GATA4 Le plasmide d'activation CRISPR (h) est un système SAM (synergistic activation mediator) à trois plasmides conçu pour une régulation à la hausse hautement efficace et spécifique du locus GATA4 dans des lignées cellulaires humaines. Le système s'articule autour d'une Cas9 catalytiquement inactive (dCas9) portant deux mutations inactivantes (D10A et N863A) qui éliminent l'activité nucléase tout en préservant la liaison à l'ADN. Cette dCas9 est fusionnée à VP64, un puissant activateur transcriptionnel, et est co-exprimée avec un gène de résistance à la blasticidine pour la sélection. Le deuxième plasmide code pour la protéine de fusion MS2-p65-HSF1, un complexe activateur secondaire qui agit de concert avec dCas9-VP64, ainsi qu'un gène de résistance à l'hygromycine. Le troisième plasmide code pour un ARN guide (sgRNA) de 20 nt spécifique de la cible, fusionné à deux aptamères d'ARN MS2 qui recrutent le complexe MS2-p65-HSF1 vers le site d'activation, accompagné d'un gène de résistance à la puromycine. Les trois plasmides sont délivrés dans un rapport massique de 1:1:1 pour une expression équilibrée de tous les composants du système.

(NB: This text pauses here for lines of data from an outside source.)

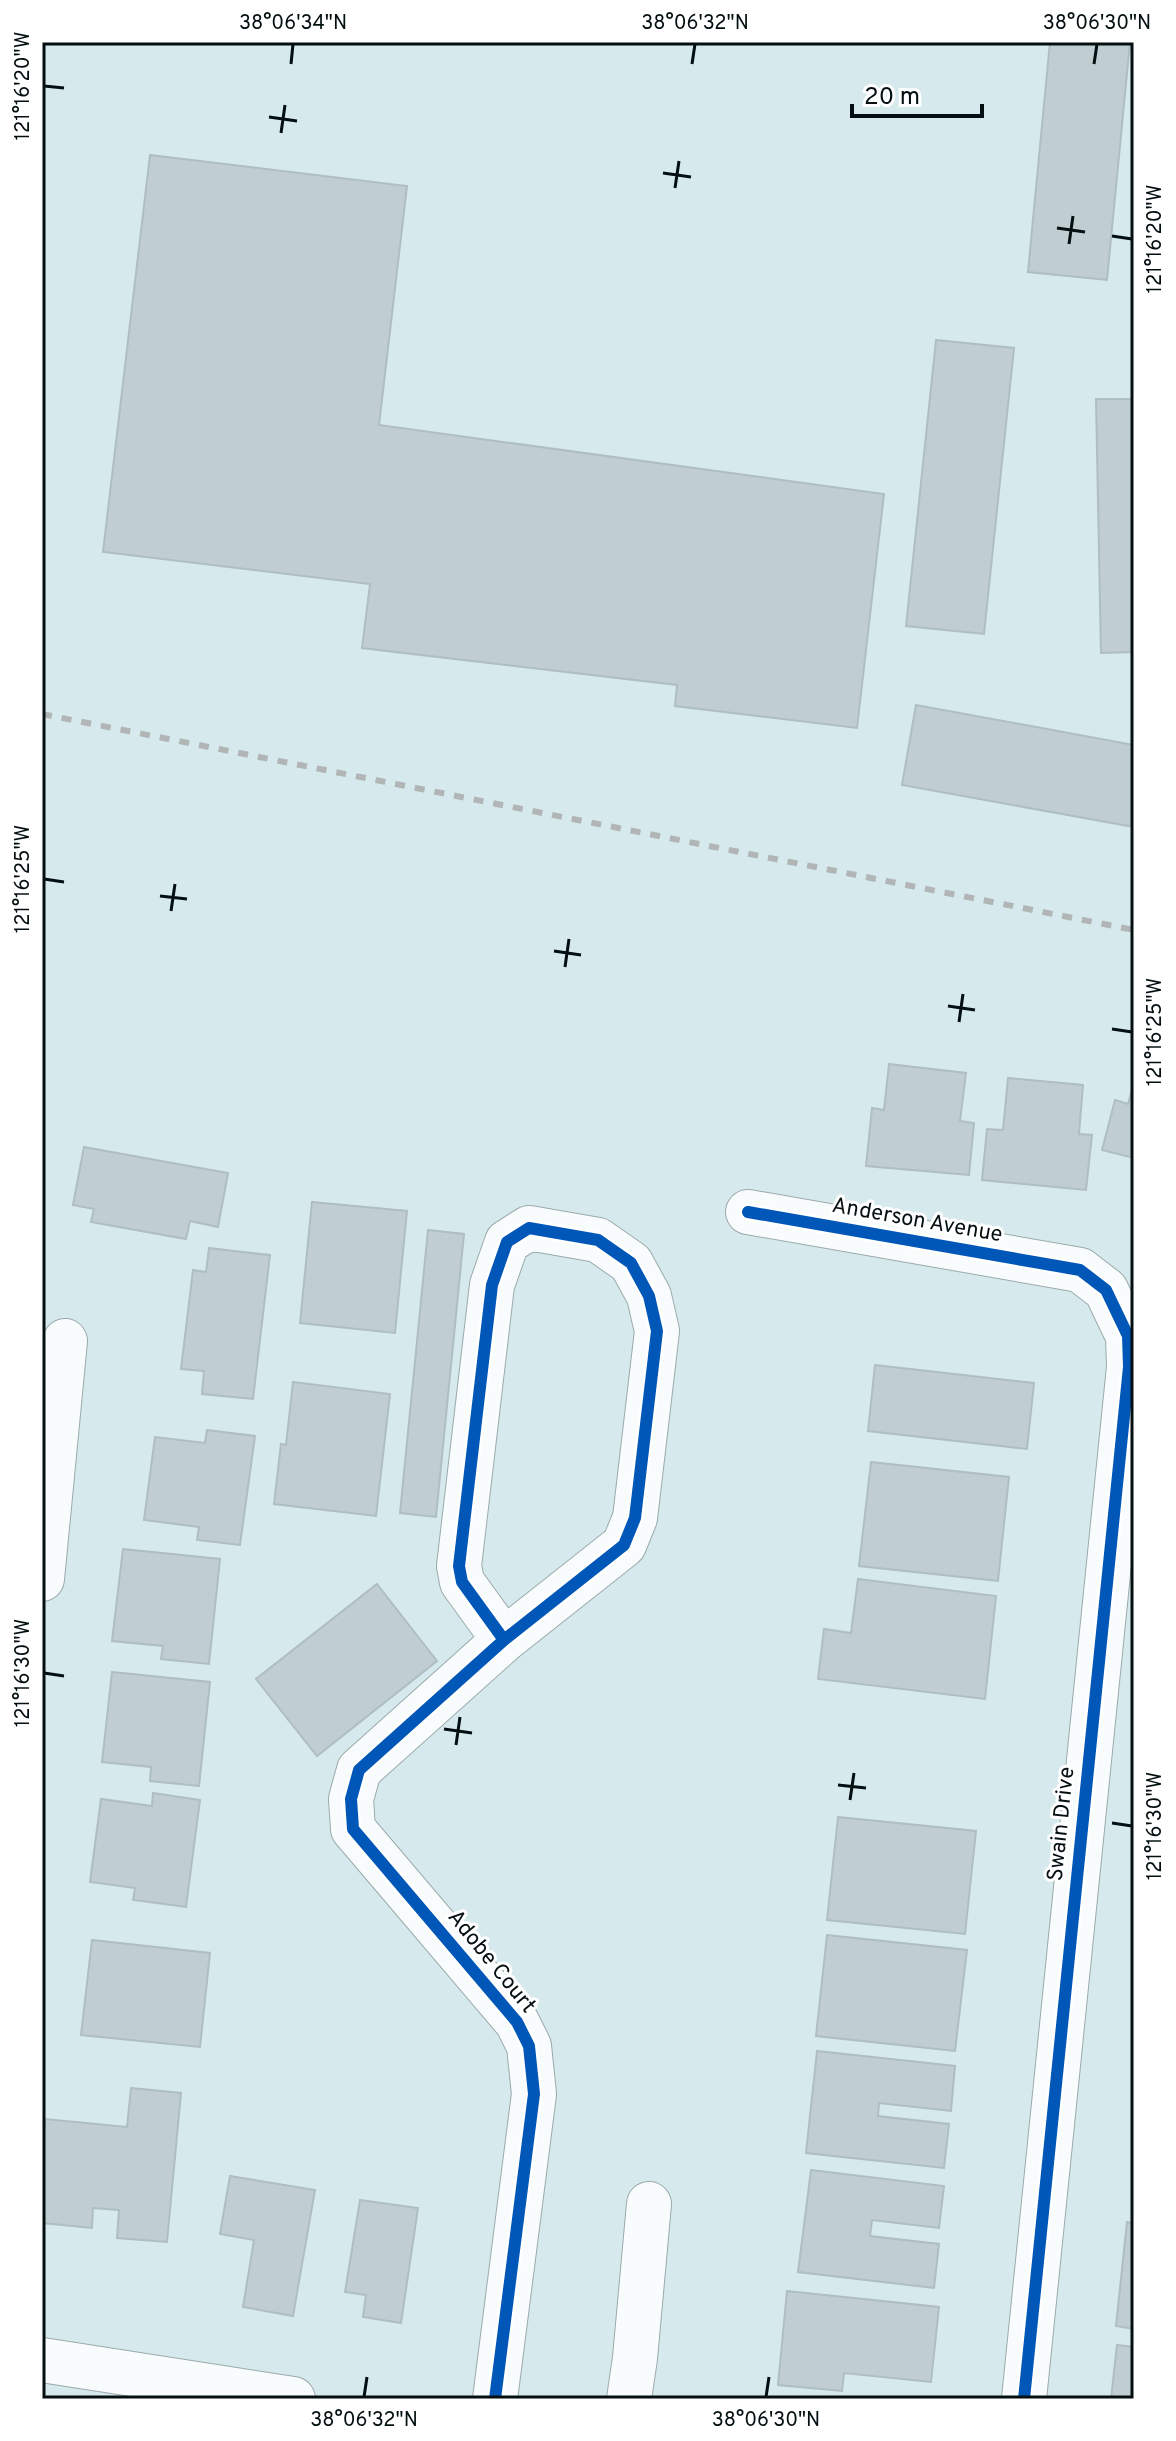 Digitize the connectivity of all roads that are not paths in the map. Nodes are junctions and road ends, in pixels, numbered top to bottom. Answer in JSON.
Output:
{"nodes":[{"id":1,"x":748,"y":1212,"type":"dead end"},
{"id":2,"x":1080,"y":1270,"type":"joint"},
{"id":3,"x":65,"y":1341,"type":"dead end"},
{"id":4,"x":42,"y":1579,"type":"edge"},
{"id":5,"x":504,"y":1640,"type":"junction"},
{"id":6,"x":649,"y":2204,"type":"dead end"},
{"id":7,"x":42,"y":2360,"type":"edge"},
{"id":8,"x":293,"y":2399,"type":"edge"},
{"id":9,"x":495,"y":2399,"type":"edge"},
{"id":10,"x":629,"y":2399,"type":"edge"},
{"id":11,"x":1024,"y":2399,"type":"edge"}],
"edges":[{"from":1,"to":2,"type":"street","name":"Anderson Avenue"},
{"from":2,"to":11,"type":"street","name":"Swain Drive"},
{"from":3,"to":4,"type":"street"},
{"from":5,"to":5,"type":"street","name":"Adobe Court"},
{"from":5,"to":9,"type":"street","name":"Adobe Court"},
{"from":6,"to":10,"type":"street"},
{"from":7,"to":8,"type":"street"}]}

Une fois assemblé au locus cible, le complexe SAM se lie à environ 200 pb en amont du site de départ de la transcription GATA4, où VP64, p65 et HSF1 agissent de concert pour recruter la machinerie transcriptionnelle et induire une régulation à la hausse de l'expression endogène de GATA4. Contrairement à Cas9, qui possède une activité nucléase, dCas9 n'introduit pas de cassures double brin ni ne modifie la séquence génomique, préservant ainsi le locus GATA4 natif et permettant l'étude des réponses transcriptionnelles dépendantes de GATA4 au niveau du locus endogène, ce qui en fait un outil précieux pour les études fonctionnelles, l'identification de gènes cibles et la modélisation de la restauration de la voie GATA4 dans les cellules tumorales présentant une expression de GATA4 silencée ou réduite.
Réservé à la recherche. N'est pas destiné à un usage diagnostique ou thérapeutique.